▸ Problem requirements
Each line below that contains "linecap" should be counted. Give only the total.

▸ Input
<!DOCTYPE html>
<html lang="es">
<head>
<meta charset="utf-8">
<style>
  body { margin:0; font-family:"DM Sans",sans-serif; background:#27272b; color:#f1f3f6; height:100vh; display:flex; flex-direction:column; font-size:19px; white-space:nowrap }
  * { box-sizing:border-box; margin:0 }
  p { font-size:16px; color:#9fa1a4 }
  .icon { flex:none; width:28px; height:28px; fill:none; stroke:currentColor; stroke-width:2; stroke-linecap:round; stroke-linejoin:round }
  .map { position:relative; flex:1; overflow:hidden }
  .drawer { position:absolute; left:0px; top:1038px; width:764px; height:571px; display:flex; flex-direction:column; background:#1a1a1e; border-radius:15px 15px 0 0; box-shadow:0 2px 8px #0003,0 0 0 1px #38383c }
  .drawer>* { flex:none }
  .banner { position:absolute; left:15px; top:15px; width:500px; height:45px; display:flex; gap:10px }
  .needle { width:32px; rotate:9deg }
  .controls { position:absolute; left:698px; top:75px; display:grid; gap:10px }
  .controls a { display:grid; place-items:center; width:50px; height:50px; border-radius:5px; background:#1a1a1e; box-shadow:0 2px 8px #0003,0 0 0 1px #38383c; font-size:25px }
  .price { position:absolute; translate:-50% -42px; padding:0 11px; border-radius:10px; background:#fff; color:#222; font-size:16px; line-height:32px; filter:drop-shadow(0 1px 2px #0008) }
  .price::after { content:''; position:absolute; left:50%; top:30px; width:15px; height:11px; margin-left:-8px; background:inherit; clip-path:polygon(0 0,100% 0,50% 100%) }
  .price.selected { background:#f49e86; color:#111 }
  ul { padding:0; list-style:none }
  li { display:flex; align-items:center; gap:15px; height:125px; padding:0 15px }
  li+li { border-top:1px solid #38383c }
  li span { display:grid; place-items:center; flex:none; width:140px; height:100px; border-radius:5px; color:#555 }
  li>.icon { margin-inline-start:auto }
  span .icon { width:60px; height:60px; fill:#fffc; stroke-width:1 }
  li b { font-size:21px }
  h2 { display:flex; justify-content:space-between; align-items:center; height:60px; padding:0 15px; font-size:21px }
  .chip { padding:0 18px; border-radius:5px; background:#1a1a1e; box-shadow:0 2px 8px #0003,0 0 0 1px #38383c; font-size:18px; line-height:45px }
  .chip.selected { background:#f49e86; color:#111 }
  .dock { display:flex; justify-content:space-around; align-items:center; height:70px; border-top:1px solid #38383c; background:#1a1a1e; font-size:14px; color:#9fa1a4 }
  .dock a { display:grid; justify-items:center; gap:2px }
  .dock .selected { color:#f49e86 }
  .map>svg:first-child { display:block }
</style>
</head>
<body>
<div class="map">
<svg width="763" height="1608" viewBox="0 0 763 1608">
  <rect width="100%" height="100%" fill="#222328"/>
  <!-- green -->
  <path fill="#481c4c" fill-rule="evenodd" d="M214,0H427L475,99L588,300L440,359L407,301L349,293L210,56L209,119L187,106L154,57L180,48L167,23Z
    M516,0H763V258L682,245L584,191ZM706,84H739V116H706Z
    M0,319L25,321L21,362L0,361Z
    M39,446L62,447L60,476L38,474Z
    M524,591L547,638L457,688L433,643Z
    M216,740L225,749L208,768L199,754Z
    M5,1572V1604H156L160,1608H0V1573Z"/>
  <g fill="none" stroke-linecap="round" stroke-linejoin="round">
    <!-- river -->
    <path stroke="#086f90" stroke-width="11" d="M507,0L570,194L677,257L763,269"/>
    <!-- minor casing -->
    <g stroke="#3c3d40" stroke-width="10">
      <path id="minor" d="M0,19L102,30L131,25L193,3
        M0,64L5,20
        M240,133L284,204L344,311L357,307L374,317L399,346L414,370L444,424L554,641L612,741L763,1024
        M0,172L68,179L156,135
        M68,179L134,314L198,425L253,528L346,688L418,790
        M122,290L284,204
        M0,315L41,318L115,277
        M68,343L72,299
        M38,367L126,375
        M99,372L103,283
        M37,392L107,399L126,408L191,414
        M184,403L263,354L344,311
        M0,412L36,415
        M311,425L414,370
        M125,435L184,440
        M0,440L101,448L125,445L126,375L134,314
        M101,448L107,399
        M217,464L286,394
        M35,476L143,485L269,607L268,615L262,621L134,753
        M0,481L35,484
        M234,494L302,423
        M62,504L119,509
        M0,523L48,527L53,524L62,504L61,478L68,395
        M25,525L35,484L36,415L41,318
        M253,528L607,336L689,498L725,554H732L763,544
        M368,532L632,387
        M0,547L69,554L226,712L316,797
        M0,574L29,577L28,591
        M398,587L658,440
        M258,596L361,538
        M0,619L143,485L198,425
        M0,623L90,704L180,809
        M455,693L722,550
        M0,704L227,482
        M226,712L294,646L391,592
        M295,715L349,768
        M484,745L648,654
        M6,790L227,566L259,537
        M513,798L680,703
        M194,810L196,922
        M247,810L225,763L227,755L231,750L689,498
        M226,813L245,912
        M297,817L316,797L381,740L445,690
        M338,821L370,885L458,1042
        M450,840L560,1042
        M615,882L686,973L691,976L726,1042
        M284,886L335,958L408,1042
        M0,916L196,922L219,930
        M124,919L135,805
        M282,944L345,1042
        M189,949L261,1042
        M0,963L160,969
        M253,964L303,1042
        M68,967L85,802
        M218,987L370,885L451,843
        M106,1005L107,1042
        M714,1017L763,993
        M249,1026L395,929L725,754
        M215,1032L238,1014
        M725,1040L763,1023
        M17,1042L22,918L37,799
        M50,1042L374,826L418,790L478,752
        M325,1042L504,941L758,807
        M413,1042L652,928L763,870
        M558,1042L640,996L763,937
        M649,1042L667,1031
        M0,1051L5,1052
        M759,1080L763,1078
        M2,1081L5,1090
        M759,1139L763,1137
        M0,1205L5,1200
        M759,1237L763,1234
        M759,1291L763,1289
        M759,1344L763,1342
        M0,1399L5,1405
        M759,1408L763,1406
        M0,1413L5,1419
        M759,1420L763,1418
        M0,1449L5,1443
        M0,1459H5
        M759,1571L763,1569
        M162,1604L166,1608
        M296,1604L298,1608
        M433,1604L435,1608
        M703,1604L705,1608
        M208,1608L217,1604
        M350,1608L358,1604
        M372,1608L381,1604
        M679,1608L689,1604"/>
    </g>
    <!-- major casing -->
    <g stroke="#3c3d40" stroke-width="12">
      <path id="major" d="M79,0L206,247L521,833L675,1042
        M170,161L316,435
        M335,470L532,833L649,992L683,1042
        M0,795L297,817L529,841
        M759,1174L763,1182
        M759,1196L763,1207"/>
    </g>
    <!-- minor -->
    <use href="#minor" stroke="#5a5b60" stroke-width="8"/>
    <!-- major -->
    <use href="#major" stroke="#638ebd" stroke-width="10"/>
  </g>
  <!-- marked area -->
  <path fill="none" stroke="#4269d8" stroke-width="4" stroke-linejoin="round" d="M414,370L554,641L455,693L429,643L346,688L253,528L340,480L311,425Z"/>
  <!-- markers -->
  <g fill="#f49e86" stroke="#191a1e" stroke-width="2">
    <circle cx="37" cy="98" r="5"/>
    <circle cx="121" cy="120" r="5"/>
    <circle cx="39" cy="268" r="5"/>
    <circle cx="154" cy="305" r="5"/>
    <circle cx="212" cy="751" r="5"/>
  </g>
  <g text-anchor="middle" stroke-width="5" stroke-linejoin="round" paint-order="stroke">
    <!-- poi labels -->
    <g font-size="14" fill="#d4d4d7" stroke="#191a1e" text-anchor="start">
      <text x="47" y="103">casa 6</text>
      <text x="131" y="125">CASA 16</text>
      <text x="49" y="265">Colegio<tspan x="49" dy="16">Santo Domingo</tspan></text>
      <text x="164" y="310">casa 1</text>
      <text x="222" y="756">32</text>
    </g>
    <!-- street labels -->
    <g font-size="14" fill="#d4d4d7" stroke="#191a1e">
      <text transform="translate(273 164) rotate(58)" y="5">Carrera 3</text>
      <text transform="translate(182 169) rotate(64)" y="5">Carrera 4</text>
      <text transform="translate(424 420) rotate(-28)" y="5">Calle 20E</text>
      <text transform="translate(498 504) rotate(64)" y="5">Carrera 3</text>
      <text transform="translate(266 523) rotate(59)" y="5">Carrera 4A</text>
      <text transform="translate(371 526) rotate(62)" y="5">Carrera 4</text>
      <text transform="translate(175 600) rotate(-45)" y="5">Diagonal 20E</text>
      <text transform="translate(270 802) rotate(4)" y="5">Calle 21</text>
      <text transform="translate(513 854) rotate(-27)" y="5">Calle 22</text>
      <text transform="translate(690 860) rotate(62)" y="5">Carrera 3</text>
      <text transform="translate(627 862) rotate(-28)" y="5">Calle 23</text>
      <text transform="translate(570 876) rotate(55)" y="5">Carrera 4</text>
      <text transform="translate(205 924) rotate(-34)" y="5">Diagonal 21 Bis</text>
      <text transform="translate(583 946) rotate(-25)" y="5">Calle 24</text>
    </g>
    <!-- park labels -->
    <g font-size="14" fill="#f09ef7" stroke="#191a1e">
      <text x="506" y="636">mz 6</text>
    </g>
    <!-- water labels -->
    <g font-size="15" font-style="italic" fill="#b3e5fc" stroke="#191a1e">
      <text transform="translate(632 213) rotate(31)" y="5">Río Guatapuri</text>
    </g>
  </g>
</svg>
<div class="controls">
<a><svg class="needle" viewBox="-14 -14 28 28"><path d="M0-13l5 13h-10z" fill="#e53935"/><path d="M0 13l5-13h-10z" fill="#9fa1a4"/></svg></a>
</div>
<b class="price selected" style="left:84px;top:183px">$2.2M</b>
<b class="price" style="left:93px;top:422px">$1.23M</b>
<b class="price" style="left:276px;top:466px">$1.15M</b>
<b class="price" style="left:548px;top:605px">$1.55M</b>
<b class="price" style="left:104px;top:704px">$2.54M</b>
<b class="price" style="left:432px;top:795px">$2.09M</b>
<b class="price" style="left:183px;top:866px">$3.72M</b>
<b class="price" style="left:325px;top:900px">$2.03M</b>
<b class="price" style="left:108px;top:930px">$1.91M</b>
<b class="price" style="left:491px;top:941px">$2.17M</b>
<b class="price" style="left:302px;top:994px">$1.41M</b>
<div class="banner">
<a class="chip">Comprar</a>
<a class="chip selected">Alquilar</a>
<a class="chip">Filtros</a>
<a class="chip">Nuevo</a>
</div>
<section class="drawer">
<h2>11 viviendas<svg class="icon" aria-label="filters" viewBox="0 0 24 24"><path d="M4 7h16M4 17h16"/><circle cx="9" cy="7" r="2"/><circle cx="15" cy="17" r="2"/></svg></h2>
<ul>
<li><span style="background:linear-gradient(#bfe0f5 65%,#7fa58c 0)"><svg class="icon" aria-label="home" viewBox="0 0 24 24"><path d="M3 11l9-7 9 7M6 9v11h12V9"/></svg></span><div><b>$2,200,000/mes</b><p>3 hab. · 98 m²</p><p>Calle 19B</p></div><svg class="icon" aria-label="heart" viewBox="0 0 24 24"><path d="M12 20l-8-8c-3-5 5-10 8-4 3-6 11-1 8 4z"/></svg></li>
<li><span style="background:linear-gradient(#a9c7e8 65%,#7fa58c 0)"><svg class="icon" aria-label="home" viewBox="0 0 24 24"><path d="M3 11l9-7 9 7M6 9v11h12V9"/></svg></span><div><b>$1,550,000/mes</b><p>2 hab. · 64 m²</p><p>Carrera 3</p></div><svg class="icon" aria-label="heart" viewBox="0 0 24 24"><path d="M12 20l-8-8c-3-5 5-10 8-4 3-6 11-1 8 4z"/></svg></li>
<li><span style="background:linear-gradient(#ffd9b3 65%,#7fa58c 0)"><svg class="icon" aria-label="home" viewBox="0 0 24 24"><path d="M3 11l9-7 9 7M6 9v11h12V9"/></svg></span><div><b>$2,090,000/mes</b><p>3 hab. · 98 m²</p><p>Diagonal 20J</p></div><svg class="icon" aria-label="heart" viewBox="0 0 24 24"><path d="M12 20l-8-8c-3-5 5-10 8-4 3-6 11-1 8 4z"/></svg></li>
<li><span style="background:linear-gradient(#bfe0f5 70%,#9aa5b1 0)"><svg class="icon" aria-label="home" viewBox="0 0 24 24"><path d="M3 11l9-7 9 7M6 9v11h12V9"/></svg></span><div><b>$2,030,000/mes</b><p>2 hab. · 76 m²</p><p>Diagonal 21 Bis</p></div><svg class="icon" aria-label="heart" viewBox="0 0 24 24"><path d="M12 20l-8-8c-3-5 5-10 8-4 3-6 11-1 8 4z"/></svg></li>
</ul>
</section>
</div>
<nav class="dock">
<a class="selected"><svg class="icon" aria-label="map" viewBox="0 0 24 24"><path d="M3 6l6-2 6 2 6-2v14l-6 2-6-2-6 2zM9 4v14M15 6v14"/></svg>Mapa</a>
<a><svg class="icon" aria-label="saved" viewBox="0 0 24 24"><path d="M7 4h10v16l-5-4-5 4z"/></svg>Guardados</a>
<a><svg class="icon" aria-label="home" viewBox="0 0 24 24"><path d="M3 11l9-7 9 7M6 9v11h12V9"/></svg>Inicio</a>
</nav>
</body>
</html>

==

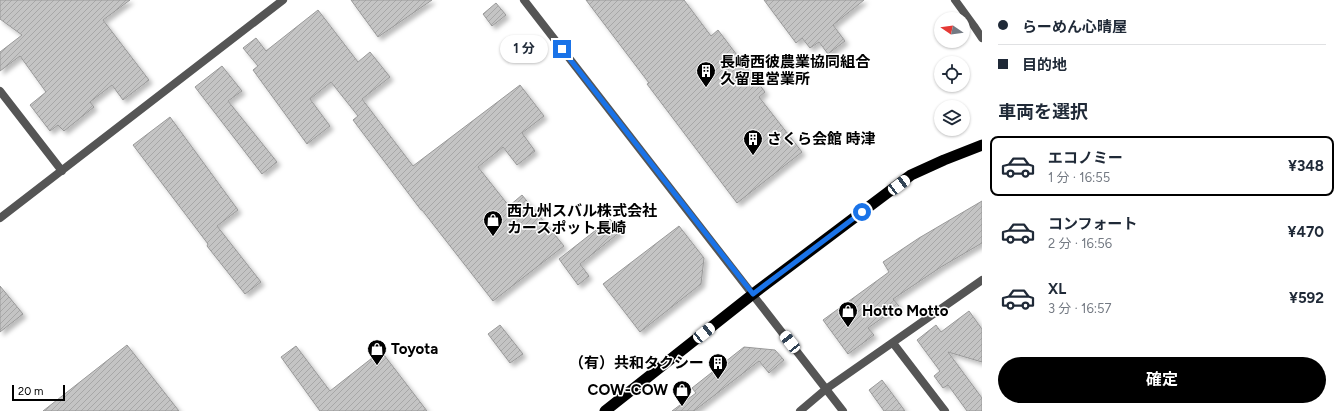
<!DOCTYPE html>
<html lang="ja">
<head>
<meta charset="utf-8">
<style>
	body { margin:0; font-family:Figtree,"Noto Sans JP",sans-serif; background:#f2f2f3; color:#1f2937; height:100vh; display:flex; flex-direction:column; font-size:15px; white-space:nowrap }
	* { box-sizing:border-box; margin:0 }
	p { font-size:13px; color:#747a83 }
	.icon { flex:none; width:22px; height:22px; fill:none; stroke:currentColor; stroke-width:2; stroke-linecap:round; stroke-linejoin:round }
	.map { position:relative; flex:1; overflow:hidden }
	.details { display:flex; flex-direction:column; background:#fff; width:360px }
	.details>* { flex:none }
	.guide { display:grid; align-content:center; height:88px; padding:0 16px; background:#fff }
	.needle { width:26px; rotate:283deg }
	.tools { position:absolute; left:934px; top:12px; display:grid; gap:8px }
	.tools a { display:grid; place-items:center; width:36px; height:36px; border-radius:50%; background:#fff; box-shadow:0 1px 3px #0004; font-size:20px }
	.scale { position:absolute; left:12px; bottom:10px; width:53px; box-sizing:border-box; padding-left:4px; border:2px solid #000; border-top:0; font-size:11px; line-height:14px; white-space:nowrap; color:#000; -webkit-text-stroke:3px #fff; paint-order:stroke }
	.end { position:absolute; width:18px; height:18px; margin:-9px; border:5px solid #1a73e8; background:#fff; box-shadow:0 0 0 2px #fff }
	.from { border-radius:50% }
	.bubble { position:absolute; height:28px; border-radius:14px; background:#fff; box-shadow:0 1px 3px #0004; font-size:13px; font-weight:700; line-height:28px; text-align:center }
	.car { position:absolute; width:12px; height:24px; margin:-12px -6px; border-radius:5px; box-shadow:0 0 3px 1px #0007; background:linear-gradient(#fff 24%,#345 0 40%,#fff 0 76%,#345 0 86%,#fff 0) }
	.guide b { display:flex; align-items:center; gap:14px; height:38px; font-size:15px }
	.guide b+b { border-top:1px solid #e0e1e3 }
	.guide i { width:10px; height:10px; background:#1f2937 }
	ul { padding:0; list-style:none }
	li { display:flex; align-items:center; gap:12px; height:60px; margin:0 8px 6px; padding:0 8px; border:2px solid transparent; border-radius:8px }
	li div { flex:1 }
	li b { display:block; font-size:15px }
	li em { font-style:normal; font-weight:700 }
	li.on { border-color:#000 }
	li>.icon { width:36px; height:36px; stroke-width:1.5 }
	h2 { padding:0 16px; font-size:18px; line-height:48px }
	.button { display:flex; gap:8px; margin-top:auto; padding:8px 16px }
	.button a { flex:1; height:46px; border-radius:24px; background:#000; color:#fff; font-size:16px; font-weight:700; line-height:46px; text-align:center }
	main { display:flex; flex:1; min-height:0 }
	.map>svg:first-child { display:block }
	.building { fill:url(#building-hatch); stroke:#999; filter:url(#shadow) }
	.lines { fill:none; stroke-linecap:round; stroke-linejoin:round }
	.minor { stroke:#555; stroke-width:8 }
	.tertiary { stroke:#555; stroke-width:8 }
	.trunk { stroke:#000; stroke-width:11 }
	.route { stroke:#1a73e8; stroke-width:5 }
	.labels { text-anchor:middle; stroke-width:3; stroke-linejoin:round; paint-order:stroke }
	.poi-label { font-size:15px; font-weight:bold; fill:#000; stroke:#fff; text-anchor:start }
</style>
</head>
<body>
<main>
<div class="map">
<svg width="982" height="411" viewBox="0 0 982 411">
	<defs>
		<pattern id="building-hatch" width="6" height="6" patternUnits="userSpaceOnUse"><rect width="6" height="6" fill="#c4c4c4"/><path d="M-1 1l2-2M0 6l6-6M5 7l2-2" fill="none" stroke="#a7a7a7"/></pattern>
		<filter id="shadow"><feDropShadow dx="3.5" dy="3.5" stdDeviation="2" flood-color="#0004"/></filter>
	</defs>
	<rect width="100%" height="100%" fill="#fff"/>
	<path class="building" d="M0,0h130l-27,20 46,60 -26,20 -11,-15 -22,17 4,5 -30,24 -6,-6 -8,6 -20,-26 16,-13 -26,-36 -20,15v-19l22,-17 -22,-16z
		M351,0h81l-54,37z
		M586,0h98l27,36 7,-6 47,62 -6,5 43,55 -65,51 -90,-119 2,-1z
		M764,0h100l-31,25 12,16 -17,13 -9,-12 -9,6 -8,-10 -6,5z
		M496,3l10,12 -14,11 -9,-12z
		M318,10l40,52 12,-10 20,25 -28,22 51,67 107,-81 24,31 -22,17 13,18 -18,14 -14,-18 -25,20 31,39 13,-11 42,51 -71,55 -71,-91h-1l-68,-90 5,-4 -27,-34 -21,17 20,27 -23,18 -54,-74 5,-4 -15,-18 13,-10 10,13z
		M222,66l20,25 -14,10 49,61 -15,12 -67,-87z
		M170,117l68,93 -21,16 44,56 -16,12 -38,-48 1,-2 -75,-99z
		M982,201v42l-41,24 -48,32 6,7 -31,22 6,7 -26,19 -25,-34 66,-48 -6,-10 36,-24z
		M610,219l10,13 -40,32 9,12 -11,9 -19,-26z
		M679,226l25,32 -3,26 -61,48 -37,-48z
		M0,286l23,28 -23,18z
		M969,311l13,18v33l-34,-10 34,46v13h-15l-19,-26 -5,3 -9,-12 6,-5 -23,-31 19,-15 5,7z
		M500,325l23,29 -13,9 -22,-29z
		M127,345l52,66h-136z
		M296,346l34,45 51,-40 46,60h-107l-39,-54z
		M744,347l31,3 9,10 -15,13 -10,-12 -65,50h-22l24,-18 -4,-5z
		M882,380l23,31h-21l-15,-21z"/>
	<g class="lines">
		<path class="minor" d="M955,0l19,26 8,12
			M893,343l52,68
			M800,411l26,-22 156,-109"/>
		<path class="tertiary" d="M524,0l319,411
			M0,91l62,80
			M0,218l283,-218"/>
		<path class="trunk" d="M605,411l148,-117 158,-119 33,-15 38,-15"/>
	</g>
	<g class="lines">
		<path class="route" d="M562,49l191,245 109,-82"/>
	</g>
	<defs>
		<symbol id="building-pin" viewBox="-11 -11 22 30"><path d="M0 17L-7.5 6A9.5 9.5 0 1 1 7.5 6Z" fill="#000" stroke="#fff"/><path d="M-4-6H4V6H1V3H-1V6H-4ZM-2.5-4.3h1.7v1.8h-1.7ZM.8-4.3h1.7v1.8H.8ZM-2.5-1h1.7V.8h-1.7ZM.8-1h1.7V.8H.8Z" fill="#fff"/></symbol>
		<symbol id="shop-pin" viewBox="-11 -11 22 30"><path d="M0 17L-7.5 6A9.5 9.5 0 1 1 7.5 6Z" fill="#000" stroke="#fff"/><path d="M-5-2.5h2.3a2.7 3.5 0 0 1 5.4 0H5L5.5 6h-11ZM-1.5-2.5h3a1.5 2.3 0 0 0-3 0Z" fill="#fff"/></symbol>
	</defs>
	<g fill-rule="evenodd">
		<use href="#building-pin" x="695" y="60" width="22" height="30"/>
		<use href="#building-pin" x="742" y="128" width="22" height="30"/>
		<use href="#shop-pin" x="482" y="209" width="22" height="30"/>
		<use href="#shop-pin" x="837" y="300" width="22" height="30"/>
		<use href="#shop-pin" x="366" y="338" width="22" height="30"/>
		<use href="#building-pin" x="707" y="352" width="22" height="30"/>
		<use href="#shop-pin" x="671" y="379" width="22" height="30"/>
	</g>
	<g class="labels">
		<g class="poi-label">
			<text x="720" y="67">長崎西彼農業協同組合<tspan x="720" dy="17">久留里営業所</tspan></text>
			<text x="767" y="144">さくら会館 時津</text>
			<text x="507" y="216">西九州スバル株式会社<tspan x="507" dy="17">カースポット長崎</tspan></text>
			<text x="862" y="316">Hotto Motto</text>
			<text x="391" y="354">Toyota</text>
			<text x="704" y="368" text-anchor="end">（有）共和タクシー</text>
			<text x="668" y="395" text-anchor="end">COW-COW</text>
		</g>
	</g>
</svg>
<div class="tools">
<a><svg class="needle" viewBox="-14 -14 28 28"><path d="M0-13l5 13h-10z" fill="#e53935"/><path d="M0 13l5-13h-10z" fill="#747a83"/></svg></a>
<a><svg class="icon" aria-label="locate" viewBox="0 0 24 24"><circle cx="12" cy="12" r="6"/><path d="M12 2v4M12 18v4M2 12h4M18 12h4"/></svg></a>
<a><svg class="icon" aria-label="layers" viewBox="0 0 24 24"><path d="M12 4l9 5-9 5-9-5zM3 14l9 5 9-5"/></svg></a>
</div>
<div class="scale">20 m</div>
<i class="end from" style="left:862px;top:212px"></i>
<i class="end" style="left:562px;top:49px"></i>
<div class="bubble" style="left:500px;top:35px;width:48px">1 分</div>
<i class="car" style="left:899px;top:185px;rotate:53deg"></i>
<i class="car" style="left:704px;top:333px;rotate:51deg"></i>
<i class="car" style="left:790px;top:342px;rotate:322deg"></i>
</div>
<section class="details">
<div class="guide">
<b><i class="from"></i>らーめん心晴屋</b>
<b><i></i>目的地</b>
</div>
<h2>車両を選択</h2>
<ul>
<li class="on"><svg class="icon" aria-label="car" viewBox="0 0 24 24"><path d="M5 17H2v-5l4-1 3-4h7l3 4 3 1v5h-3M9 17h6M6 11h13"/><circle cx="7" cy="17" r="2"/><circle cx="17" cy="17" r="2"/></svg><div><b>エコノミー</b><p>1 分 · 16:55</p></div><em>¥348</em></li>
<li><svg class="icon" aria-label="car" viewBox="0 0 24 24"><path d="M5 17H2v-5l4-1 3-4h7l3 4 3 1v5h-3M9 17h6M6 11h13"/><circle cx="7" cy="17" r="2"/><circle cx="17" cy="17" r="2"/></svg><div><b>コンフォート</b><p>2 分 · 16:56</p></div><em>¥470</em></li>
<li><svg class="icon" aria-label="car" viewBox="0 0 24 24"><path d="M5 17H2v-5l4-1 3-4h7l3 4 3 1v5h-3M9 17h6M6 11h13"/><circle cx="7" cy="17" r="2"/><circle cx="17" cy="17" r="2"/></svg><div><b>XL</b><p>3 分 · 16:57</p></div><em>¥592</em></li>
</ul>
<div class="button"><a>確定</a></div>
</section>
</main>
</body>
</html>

▸ Answer area
4